Estou tentando configurar o failover de DHCP com inicialização PXE permitida em um dos servidores DHCP. Conforme exigido pela especificação DHCP, configurei pools separados para DHCP "normal" e para inicialização PXE. Minha configuração de failover funciona bem, mas a configuração DHCP que deveria responder às solicitações PXE não funciona mais.
Histórico: atualizei recentemente para o AlmaLinux 9 (do CentOS 7), que executa o ISC DHCP 4.4. Na configuração mais antiga, eu não tinha failover de DHCP e permitia a inicialização PXE de todo o pool. Devido a um histórico de falhas de hardware em nosso site, quero configurar o failover de DHCP.
Para efeitos desta configuração, vamos chamar o sistema que deve responder às solicitações PXE de servidor DHCP "primário". Aqui está um fragmento /etc/dhcp/dhcpd/conf
desse servidor. Observe que configurei um pool separado apenas para lidar com as consultas PXE/BOOTP. (Por favor, desculpe o tom didático dos comentários. Eles são destinados a mim enquanto eu faço minhas tarefas de administrador de sistemas.)
authoritative; # Send out acknowledgements to DHCP client queries.
failover peer "dhcp-failover" {
primary; # declare this to be the primary server
address 10.4.7.9;
port 647;
peer address 10.4.7.210;
peer port 647;
# How many seconds to wait before we assume that the other has failed.
max-response-delay 30;
# How many BNDUPD messages to send before receiving BNDACK.
max-unacked-updates 10;
# How many seconds to wait before disabling load balancing.
load balance max seconds 3;
# Maximum Client Lead Time = How long a lease may be renewed
# without contacting the other DHCP peer.
mclt 1800;
# The split between primary and secondary. 128 means a
# 50% split between peers; 255 means the primary handles
# everything until it fails.
split 128;
}
# This is the primary DHCP server. Respond to BOOTP requests.
allow booting;
allow bootp;
option domain-name "company.example.com";
option time-offset -18000; # Eastern Standard Time
# Is this a DHCP query (as opposed to a BOOTP query)?
class "dhcp" {
match if exists dhcp-message-type;
}
class "pxe" {
match if substring (option vendor-class-identifier, 0, 9) = "PXEClient";
}
subnet 10.4.0.0 netmask 255.255.0.0 {
default-lease-time 86400; # one day (in seconds)

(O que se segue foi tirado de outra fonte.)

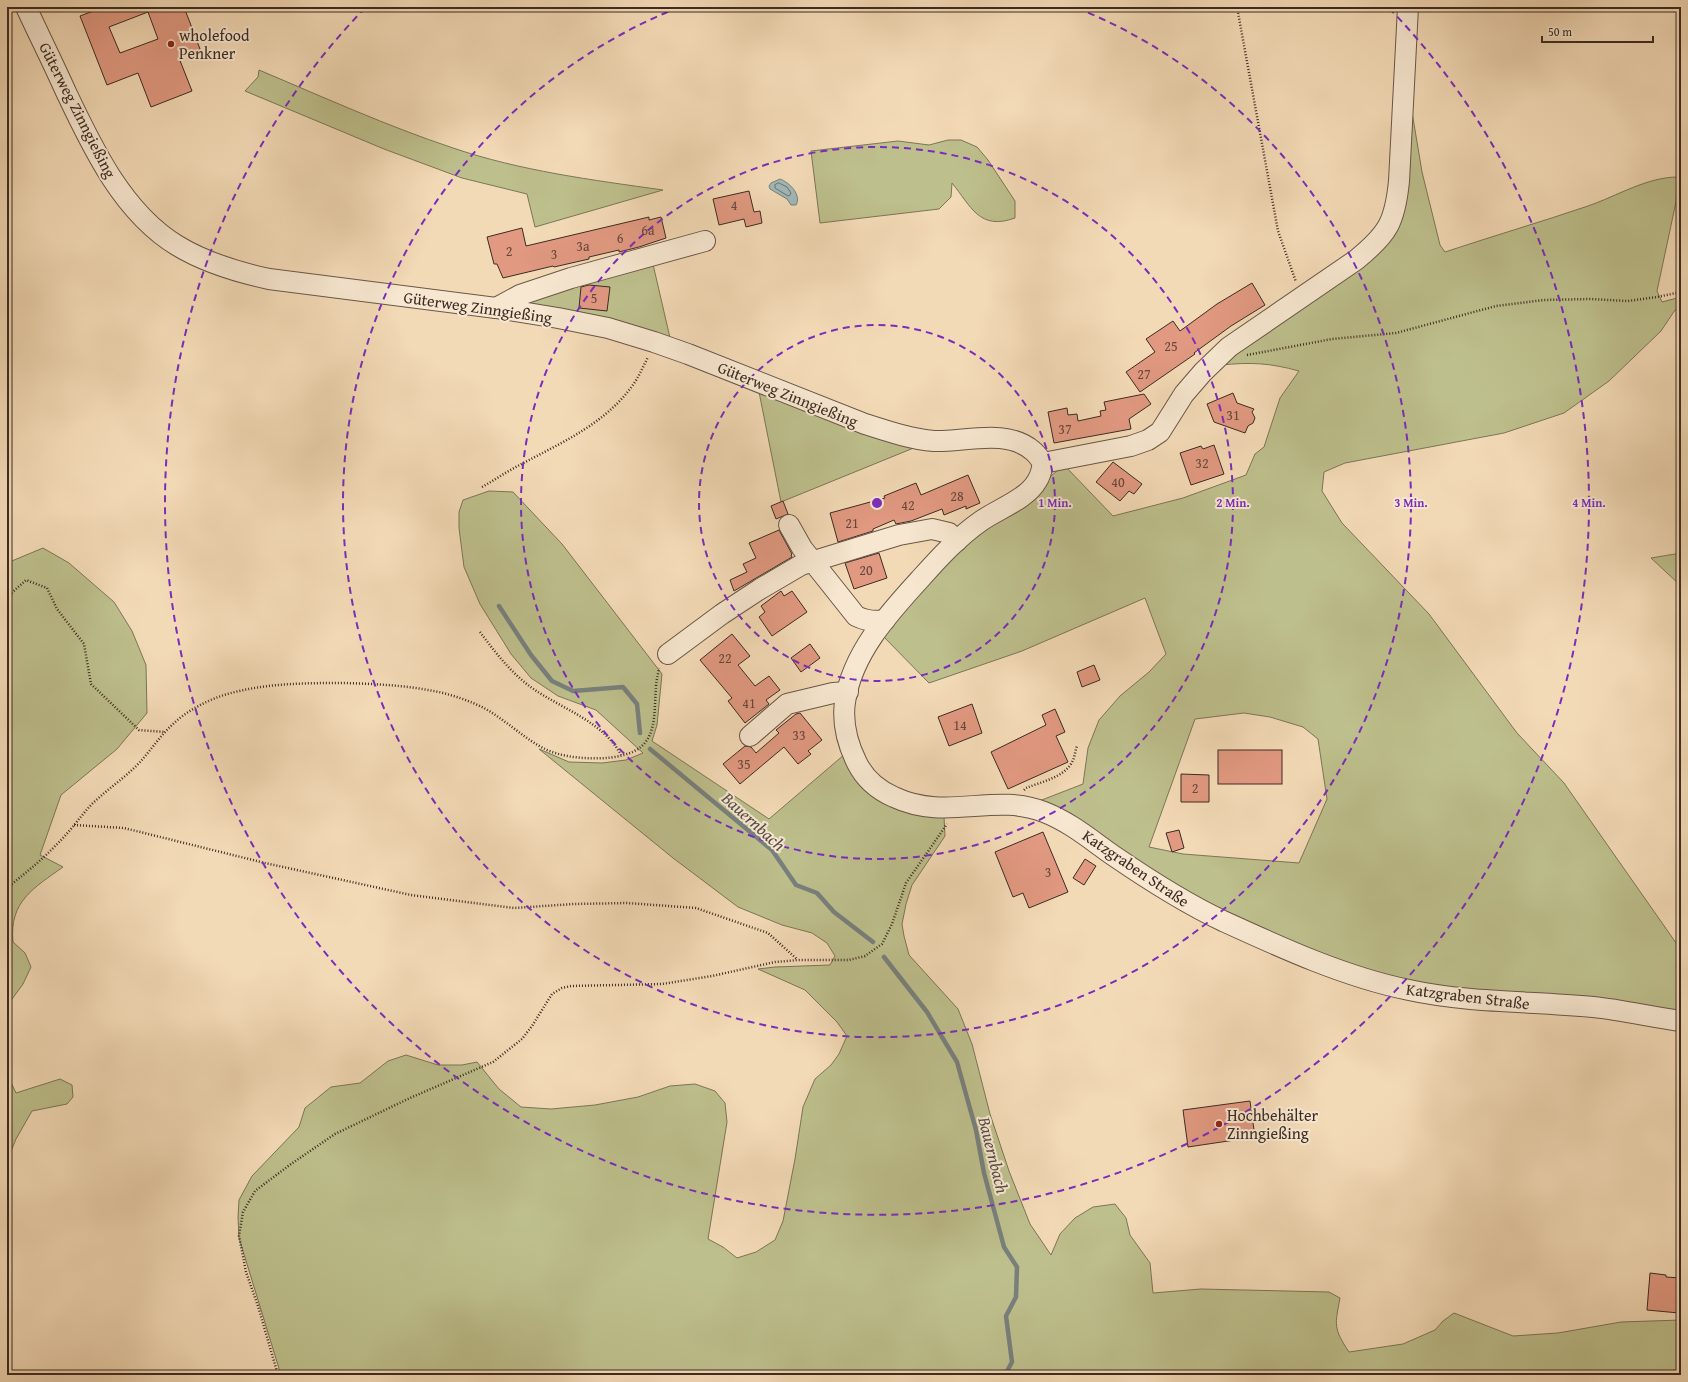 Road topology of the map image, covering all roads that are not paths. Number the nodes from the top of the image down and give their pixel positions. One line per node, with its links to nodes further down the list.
1 (26, 7): 4 (street, Güterweg Zinngießing)
2 (1408, 7): 5 (street)
3 (705, 240): 4 (street)
4 (496, 308): 5 (street, Güterweg Zinngießing)
5 (1043, 463): 7 (street, Katzgraben Straße)
6 (789, 525): 8 (street)
7 (957, 541): 8 (street); 9 (street, Katzgraben Straße)
8 (813, 562): 9 (street); 10 (street)
9 (885, 620): 11 (street, Katzgraben Straße)
10 (668, 654)
11 (848, 692): 12 (street); 13 (street, Katzgraben Straße)
12 (750, 736)
13 (1681, 1021) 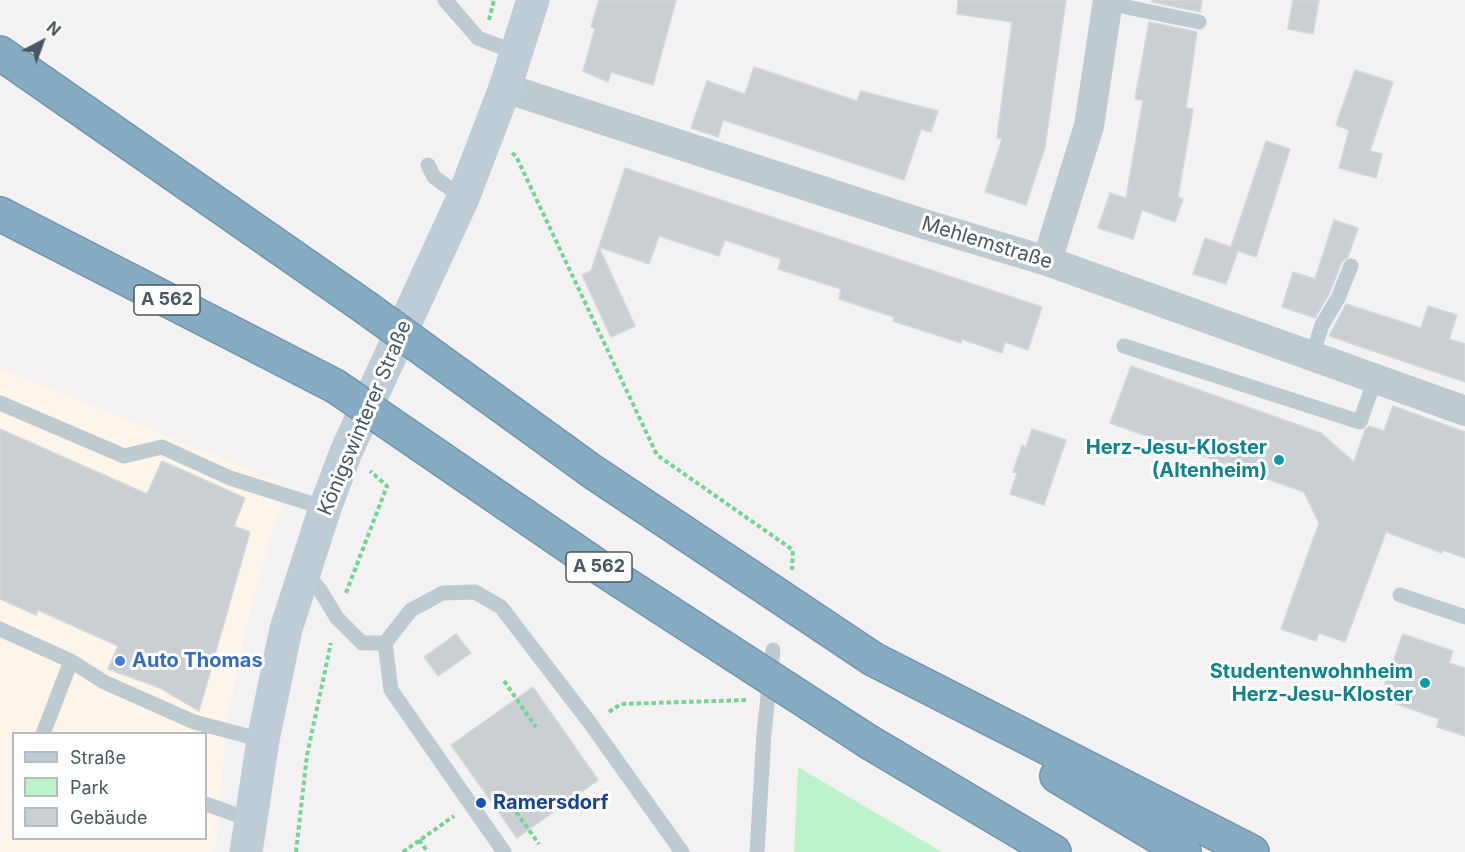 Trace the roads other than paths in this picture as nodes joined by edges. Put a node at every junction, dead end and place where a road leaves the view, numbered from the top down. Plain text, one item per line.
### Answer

option subnet-mask 255.255.0.0;
option broadcast-address 10.4.255.255;
option routers 10.4.0.1;
option domain-name-servers 10.4.7.7, 10.4.7.29;
option domain-name "company.example.com";
option time-offset -18000; # Eastern Standard Time
option ntp-servers 10.4.7.105, 10.4.7.7, 10.4.7.29;
pool {
failover peer "dhcp-failover";
deny dynamic bootp clients;
deny members of "pxe";
range 10.4.45.1 10.4.45.250; # DHCP pool on private network
}
# A separate pool for BOOTP services.
pool {
range dynamic-bootp 10.4.45.251 10.4.45.255; # DHCP pool on private network
allow dynamic bootp clients;
deny members of "dhcp";
allow members of "pxe";
next-server 10.4.7.9; # On which system the bootp filename is located.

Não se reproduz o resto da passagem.